Methodological considerations

Credibility in this study was strengthened by the variation in the characteristics (e.g. relations, age, and sex) of the family members willing to share their lived experiences, thoughts, and feelings, which provided richness of the data and facilitated the understanding of the phenomenon from different perspectives. However, a possible limitation is the exclusion of participants who lost a child due to cardiac arrest. Inclusion of them would have increased sample heterogeneity but would also have created difficulties in recruiting participants. Excluding children younger than 18, or accidents and suicide victims as reasons for death, was also important to balance heterogeneity with homogeneity. Still, our aim to reach a broader understanding by also including different contexts for the cardiac arrest events is considered to illuminate variations of the lived experiences, both in and out of the hospital.

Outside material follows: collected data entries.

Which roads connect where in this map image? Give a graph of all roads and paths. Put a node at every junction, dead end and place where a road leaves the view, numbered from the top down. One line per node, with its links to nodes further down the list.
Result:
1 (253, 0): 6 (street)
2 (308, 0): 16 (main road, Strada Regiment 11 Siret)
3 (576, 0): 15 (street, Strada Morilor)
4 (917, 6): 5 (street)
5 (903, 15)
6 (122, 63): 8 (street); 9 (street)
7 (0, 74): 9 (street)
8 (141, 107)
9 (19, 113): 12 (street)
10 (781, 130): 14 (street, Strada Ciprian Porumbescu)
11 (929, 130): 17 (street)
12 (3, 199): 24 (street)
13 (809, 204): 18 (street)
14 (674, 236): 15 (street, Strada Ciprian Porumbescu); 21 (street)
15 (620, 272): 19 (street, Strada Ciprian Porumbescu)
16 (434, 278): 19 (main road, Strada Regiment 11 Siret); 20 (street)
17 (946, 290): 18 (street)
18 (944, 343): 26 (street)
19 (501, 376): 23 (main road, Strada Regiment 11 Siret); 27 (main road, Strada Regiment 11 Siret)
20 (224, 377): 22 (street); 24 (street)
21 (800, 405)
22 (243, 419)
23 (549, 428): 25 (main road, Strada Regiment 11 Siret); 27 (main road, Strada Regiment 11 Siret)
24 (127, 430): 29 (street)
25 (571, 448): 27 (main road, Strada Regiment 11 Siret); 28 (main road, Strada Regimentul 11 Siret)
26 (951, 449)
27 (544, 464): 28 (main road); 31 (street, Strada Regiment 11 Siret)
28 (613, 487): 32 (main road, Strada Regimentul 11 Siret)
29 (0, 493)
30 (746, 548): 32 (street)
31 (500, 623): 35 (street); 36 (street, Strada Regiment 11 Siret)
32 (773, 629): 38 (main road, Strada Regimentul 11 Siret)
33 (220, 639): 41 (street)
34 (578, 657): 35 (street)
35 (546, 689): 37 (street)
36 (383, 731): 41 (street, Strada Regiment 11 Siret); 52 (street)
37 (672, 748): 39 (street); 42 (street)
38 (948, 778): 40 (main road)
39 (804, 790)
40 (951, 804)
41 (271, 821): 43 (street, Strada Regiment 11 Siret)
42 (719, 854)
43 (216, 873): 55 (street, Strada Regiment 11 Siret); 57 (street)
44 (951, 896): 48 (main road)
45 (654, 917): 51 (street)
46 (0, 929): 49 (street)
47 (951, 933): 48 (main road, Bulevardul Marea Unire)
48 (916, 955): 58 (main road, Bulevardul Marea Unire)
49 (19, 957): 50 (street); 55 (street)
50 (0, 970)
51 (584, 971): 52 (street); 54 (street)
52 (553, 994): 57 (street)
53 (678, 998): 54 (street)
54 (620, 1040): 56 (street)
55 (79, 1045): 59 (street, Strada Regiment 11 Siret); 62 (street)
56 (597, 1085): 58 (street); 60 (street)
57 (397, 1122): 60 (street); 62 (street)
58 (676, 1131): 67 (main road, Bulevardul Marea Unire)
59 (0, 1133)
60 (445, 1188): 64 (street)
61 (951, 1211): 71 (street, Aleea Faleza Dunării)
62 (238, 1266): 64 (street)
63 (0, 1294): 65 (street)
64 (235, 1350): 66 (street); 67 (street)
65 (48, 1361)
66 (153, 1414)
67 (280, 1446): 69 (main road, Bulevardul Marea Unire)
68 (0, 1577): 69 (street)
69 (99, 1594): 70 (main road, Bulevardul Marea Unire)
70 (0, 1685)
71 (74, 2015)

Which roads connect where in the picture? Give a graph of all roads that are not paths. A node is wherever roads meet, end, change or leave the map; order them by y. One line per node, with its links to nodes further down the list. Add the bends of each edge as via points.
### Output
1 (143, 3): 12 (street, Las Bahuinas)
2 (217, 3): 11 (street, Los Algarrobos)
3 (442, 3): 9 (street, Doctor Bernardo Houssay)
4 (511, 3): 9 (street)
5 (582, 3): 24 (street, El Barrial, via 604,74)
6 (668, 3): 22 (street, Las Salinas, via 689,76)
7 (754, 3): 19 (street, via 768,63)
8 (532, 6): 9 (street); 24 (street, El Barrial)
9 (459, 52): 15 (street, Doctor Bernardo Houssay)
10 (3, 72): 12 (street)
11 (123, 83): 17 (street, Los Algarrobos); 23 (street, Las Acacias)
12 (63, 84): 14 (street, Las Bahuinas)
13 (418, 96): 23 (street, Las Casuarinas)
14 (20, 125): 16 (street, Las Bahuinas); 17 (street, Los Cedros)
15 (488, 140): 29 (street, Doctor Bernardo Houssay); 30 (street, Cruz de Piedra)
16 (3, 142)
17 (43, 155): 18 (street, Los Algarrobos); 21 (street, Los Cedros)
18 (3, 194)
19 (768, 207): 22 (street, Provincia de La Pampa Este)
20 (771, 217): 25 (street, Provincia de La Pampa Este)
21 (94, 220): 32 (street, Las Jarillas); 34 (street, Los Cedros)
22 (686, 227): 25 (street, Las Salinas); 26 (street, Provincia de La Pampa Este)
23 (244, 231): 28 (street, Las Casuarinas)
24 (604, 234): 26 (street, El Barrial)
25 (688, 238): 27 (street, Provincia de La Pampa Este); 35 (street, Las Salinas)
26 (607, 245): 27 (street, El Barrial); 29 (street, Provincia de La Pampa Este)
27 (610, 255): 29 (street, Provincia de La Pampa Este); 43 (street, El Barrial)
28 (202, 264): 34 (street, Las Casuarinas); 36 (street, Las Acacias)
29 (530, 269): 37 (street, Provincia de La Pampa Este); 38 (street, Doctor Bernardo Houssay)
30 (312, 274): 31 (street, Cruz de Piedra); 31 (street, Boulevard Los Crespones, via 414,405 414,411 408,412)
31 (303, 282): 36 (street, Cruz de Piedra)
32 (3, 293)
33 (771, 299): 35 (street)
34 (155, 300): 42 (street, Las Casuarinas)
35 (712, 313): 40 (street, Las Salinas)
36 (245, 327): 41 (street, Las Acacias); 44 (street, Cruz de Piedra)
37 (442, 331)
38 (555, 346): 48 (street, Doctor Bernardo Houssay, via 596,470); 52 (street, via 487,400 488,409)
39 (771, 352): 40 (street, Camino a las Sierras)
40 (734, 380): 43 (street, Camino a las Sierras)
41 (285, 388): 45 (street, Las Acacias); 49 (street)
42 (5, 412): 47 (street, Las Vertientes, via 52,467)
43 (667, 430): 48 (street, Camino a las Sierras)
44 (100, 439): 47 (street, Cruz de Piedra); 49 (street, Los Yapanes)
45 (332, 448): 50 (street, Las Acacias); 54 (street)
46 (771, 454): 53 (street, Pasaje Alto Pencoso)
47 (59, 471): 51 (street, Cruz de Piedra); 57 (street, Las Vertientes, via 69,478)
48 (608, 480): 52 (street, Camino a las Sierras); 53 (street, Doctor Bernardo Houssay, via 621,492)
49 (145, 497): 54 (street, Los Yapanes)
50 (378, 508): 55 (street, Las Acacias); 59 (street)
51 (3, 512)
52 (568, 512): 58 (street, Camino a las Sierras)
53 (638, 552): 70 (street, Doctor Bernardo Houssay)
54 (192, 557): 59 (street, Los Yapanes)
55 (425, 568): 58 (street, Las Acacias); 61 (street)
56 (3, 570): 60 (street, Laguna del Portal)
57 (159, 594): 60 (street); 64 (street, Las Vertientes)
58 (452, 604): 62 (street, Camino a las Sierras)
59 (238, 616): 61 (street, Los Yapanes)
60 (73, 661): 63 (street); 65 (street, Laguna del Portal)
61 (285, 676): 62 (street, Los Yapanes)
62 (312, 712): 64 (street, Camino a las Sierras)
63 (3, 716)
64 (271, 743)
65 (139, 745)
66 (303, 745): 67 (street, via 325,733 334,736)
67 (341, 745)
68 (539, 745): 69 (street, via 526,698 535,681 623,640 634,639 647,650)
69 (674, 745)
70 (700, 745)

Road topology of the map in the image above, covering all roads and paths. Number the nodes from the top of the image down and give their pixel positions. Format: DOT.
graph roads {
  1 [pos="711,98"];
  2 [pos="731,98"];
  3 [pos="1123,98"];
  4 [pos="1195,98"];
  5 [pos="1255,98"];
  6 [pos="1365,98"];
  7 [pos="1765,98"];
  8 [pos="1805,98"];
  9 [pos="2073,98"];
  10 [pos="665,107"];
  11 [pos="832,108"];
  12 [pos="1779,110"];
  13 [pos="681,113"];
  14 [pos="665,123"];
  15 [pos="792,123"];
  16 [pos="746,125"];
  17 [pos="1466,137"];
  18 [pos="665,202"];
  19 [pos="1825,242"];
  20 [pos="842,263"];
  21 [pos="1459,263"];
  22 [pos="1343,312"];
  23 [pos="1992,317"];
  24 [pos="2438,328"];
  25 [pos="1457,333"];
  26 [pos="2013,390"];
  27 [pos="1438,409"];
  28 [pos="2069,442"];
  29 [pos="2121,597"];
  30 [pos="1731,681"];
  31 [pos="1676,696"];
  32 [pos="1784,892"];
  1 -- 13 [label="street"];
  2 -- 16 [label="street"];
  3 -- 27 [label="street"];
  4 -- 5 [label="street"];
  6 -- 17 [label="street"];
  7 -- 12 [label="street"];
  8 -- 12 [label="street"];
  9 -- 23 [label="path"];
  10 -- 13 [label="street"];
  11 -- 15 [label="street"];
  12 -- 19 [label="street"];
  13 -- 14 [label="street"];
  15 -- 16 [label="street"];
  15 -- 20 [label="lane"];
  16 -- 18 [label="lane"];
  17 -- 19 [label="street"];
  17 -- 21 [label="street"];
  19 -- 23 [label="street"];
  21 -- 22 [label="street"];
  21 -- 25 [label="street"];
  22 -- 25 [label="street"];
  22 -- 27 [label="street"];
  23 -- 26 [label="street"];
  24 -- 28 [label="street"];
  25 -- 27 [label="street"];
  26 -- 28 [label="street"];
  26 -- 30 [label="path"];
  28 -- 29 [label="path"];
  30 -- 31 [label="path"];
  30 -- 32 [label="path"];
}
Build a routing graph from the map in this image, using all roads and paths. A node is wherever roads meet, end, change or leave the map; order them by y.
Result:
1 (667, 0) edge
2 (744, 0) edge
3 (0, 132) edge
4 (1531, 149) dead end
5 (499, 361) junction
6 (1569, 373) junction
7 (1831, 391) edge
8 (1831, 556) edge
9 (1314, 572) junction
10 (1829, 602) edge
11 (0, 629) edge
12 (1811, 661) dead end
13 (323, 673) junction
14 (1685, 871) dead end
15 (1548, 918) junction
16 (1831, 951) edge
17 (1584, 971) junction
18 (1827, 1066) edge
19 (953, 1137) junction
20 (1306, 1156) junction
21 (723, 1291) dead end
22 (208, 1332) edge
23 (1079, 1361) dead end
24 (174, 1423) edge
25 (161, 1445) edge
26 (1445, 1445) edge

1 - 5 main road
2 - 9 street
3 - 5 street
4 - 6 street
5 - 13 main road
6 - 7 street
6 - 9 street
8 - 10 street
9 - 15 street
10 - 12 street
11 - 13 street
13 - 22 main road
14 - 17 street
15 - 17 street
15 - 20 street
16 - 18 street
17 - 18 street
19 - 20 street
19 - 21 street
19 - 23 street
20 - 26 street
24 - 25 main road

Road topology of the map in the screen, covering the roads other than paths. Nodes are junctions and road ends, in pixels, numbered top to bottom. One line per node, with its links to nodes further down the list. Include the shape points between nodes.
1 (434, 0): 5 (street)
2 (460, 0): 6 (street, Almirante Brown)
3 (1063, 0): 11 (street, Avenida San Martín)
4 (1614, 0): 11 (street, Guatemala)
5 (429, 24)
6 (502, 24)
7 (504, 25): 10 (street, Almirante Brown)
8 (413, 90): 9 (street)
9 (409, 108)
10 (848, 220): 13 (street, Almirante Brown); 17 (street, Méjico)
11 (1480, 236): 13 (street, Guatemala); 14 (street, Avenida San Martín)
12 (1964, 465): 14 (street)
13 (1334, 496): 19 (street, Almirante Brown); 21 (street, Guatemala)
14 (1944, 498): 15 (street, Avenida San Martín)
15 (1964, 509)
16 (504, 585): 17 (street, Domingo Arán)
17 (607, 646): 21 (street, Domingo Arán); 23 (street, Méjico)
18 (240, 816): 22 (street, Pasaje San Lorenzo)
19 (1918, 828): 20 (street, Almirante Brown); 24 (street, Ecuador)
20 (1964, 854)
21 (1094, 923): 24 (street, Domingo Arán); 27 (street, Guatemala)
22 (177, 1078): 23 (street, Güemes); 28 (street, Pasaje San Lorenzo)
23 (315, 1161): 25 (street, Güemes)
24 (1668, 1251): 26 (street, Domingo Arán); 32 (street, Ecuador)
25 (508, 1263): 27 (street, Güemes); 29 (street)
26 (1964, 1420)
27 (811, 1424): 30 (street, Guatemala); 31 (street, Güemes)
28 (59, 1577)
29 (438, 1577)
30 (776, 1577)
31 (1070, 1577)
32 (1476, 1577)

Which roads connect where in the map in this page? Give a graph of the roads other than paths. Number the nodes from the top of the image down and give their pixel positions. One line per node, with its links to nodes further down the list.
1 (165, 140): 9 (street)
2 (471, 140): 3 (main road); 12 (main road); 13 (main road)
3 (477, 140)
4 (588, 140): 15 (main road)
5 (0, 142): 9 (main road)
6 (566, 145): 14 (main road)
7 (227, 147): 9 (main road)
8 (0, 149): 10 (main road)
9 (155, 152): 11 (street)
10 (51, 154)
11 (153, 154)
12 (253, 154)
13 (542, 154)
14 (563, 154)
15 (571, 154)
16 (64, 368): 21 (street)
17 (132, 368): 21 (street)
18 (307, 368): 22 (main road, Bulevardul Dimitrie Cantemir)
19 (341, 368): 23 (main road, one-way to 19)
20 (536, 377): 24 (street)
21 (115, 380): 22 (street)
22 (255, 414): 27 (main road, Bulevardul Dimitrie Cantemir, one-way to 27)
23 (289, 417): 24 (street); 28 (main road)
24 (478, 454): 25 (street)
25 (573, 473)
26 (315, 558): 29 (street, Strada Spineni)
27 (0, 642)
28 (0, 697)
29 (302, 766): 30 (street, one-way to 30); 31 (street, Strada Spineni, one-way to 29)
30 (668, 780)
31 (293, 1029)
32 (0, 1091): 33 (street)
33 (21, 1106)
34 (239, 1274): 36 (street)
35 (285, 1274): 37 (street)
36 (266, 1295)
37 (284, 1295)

The study was performed with great thoughtfulness and respect for the participants’ vulnerability by giving them time to reflect, and the interviewer strived to create a permissive climate of trust and to be compliant to the participants’ narratives, which strengthens trustworthiness. According to Ricoeur (1976), there are various possible interpretations of any text. However, to strengthen credibility, different interpretations of the text were argued and discussed during the analysis until agreement was reached on the most probable interpretation. Hence, the authors’ different pre-understandings enriched the critical reflection during the analysis process and strengthened trustworthiness. The use of representative quotations will help readers to assess the authenticity and validity of the results and interpretations. We consider our findings to be transferable to similar contexts if they are recontextualized (cf. Lindseth & Norberg, Citation2004), and the readers’ judgments of transferability are facilitated by the description of the participants and the context.

Conclusions

Losing a close person following cardiac arrest means suddenly being in the borderland in-between life and death. These experiences are intertwined with the search for coherence and meaning in the transitions to proceed with life. This means being on a threshold, in liminality; neither here nor there, in a non-space in between. In these transitions, the narrations of the cardiac arrest event are essential when reaching toward incorporation of the sudden loss and reestablishing meaning in life. The liminal space between life and death is individually experienced but also shared by family members and the involved professionals as they become part of the family members’ stories. Thus, healthcare professionals have a unique opportunity to provide support and show compassion, both ‘here and now’ and over time. Through structural support such as follow-up meetings, professionals can provide family members with answers that facilitate a coherent narration of their loss.

Acknowledgements

We would like to thank the family members who participated in the interviews.